They said Elle Fanning would be sensational, and they did not lie. I just saw Ginger & Rosa directed by Sally Potter for today’s installment of 4$ Tuesday.

*Spoiler Alerts*

In 1960s London, at the height of the Cuban Missile Crisis, Ginger and Rosa are best friends and do everything together. Ginger, played phenomenally by Elle Fanning, is a budding activist who is deeply disturbed by the state of the world and is internalizing the stress of it all with the growing intensity and despair in the way that only revolutionary young adults do. She is a child in a world in which she sees no other choice but to be the grown up, in the micro-sense because of her dysfunctional parents inability to be adults and in the macro-sense as she confronts the government’s irresponsible and potentially lethal actions.

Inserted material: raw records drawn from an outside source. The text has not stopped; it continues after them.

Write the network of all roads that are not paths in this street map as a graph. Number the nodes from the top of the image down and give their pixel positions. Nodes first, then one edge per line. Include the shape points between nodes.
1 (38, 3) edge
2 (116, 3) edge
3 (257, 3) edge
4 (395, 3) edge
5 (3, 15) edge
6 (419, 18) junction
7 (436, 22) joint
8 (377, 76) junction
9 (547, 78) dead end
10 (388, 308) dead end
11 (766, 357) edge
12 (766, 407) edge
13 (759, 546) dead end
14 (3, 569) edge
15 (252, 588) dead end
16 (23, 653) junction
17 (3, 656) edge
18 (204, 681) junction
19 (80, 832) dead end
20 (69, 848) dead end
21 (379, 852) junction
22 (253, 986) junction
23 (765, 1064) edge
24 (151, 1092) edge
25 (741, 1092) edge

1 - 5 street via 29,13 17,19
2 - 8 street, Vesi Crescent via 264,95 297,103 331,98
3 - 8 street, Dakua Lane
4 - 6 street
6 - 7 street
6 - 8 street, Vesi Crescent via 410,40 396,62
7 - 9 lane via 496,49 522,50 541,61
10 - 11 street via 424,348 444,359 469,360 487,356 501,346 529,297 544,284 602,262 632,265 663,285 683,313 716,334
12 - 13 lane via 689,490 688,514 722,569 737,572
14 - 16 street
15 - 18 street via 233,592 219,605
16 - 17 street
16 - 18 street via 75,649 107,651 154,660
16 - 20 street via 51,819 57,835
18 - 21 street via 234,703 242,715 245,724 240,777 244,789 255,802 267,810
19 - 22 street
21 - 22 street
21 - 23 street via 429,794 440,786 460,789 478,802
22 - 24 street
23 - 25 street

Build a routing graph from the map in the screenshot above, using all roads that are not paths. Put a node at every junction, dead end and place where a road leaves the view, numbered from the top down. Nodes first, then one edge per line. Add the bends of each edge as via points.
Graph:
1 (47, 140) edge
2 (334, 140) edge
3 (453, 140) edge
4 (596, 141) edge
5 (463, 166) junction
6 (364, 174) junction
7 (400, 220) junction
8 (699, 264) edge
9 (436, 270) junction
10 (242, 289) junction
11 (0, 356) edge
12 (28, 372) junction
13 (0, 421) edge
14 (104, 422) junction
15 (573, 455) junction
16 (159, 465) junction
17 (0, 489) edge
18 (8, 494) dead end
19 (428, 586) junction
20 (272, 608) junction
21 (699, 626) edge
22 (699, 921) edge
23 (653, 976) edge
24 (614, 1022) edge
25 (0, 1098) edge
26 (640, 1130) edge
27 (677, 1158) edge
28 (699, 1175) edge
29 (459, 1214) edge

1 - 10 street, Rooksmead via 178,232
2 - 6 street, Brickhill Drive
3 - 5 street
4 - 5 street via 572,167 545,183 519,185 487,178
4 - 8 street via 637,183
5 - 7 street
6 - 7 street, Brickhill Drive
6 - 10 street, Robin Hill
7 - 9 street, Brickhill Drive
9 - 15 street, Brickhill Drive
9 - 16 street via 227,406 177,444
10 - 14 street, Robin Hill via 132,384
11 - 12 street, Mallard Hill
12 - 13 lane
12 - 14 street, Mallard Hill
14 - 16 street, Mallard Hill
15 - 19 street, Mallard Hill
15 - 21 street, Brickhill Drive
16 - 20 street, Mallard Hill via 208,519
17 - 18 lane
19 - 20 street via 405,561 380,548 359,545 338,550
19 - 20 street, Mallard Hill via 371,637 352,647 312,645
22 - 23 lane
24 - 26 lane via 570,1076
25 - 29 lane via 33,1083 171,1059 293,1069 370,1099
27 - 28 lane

Rosa is religious and prefers a peaceful approach to the war over Ginger’s urgent need for forceful action. She’s flirtatious with boys and embraces her sexuality inclinations without much thought to the consequences and likewise unperturbed by the consequences in the end. Rosa develops a flirtation with Ginger’s father, Roland. Rosa and Ginger begin to drift apart as Ginger becomes closer to the activist movement and Rosa becomes closer to Ginger’s father. As Rosa and Roland develop an intimate relationship, Ginger struggles to cope with the deceit of her friend and family. Roland is a revolutionary whose articles are respected by Vietnam protesters. He tells Ginger “Every man must fight for his own authority, his own autonomous thoughts. Which means you shouldn’t listen to a word I say.”

Roland’s immaturity and hypocrisy show through when he tries to convince Ginger to understand him and his life philosophy, which has dictated his carpe diem actions even at the expense of his daughter’s lifelong friendship and well-being. The ending makes you wonder if Ginger has forgiven him. I don’t believe she does because the “I forgive you” that we hear narrated is from a poem to Rosa and does not depart from its train of thought to address Roland, who is in the scene by circumstance.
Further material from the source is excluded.